## Task item
Show every line of the data that contains the string "dead".

## Given data
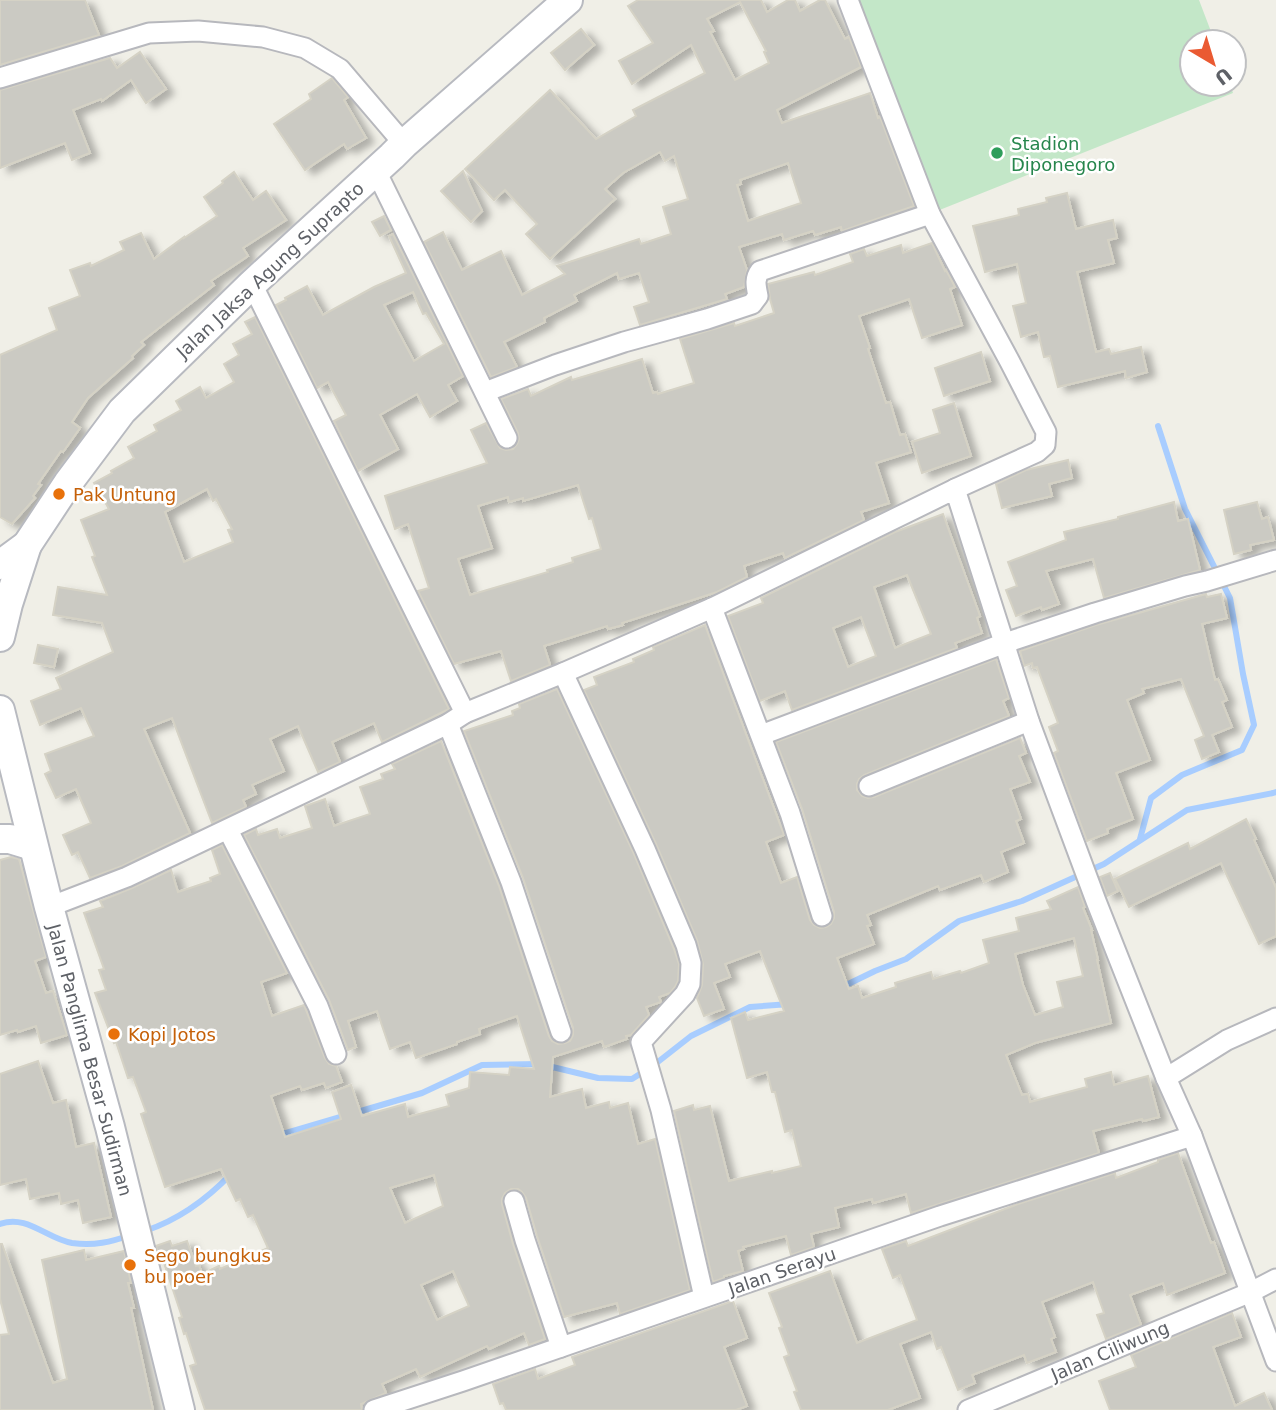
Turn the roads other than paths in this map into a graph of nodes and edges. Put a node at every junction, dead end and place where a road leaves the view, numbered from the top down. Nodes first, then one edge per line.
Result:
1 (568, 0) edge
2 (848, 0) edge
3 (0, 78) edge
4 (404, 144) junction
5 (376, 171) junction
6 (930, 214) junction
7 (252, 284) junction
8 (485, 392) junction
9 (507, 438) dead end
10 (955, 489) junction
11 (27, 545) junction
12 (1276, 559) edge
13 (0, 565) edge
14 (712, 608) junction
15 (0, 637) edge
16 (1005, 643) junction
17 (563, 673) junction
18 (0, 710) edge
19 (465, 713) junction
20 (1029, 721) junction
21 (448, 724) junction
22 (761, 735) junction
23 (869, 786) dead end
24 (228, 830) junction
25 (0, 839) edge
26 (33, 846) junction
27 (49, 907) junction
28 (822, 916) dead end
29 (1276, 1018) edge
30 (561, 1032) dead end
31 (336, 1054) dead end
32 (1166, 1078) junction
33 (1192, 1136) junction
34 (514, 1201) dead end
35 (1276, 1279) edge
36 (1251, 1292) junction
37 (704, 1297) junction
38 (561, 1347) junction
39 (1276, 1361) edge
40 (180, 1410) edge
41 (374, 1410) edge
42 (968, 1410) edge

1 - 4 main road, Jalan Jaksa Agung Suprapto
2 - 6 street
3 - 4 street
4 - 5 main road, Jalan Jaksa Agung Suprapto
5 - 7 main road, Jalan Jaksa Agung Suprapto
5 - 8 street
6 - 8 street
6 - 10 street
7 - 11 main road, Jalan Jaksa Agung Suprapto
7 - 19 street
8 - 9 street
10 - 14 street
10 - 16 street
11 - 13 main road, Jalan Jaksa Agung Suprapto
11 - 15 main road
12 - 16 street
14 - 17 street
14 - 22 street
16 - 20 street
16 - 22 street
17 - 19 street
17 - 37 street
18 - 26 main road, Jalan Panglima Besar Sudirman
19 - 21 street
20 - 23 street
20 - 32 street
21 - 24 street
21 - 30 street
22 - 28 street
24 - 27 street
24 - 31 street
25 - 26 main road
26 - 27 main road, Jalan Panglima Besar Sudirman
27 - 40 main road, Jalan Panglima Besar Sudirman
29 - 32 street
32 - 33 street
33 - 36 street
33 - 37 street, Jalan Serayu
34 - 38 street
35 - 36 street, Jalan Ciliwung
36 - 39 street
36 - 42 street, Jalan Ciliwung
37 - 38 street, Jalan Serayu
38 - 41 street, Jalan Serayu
--
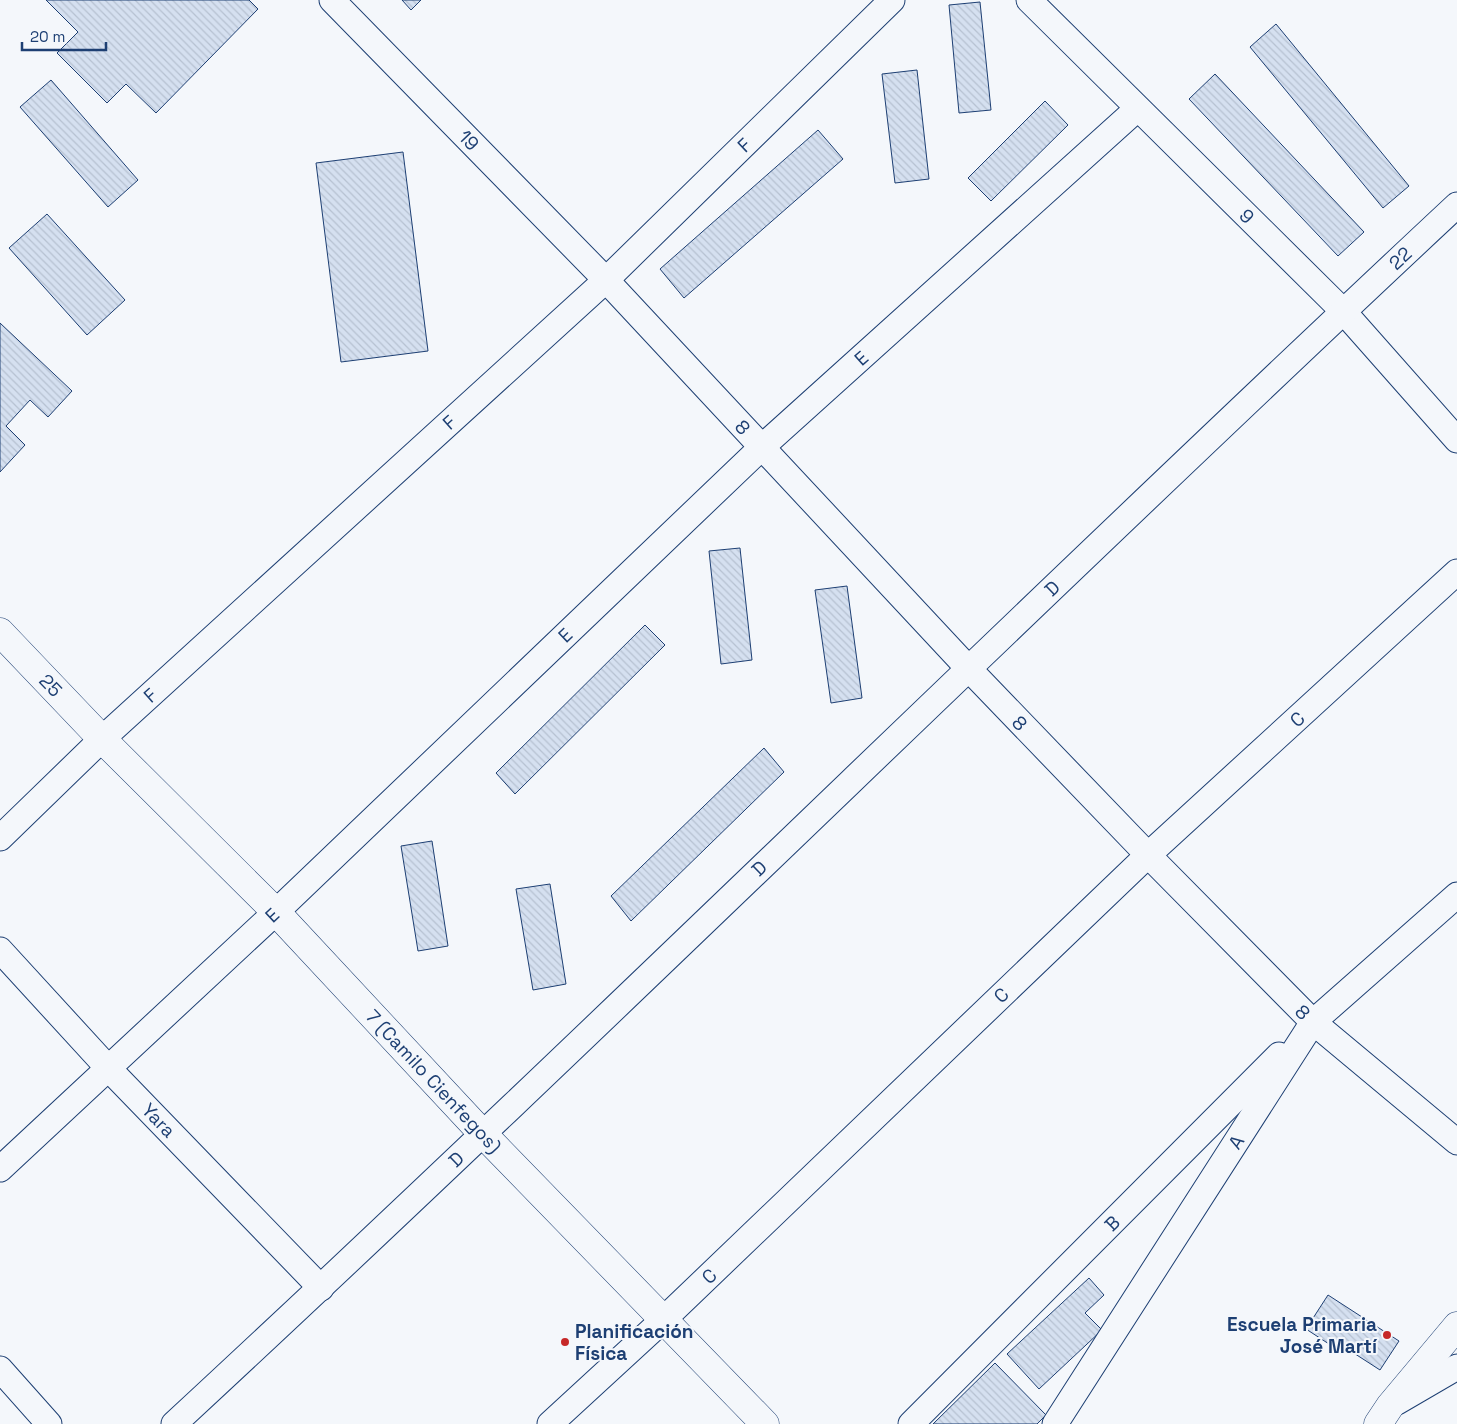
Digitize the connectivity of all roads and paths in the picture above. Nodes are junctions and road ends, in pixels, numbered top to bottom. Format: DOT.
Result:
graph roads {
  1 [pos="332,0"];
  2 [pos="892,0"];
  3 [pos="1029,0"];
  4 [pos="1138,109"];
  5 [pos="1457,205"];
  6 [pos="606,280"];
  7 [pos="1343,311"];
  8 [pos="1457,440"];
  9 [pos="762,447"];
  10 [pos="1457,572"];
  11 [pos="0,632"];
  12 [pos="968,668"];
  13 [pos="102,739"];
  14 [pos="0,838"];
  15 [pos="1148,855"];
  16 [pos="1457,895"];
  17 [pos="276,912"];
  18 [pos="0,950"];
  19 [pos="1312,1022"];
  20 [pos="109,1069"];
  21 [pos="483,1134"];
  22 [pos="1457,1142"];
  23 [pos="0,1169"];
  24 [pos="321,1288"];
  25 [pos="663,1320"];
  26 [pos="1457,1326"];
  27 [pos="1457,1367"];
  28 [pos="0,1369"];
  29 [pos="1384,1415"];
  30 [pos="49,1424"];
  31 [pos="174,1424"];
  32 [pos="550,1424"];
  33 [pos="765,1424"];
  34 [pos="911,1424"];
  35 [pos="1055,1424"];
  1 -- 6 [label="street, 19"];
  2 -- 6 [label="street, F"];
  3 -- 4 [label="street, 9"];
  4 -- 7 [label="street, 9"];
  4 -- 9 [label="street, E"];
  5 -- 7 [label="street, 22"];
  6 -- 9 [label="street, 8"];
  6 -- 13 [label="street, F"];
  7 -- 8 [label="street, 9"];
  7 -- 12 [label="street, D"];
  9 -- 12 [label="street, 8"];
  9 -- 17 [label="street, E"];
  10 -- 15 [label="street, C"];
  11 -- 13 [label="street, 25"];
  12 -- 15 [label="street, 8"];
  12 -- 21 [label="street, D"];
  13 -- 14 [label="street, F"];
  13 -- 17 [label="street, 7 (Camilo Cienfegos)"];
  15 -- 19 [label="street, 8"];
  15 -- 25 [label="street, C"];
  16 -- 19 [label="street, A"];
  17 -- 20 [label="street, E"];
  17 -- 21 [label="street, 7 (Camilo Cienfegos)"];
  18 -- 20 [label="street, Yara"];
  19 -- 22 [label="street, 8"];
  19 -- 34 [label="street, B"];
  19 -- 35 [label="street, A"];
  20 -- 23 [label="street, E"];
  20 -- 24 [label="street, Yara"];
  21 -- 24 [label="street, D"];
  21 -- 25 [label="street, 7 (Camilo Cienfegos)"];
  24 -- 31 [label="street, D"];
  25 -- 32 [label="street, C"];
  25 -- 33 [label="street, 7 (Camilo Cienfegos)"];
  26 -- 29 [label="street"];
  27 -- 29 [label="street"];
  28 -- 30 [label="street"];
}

## Exercise response
Turn the roads other than paths in this map into a graph of nodes and edges. Put a node at every junction, dead end and place where a road leaves the view, numbered from the top down. Nodes first, then one edge per line.
9 (507, 438) dead end
23 (869, 786) dead end
28 (822, 916) dead end
30 (561, 1032) dead end
31 (336, 1054) dead end
34 (514, 1201) dead end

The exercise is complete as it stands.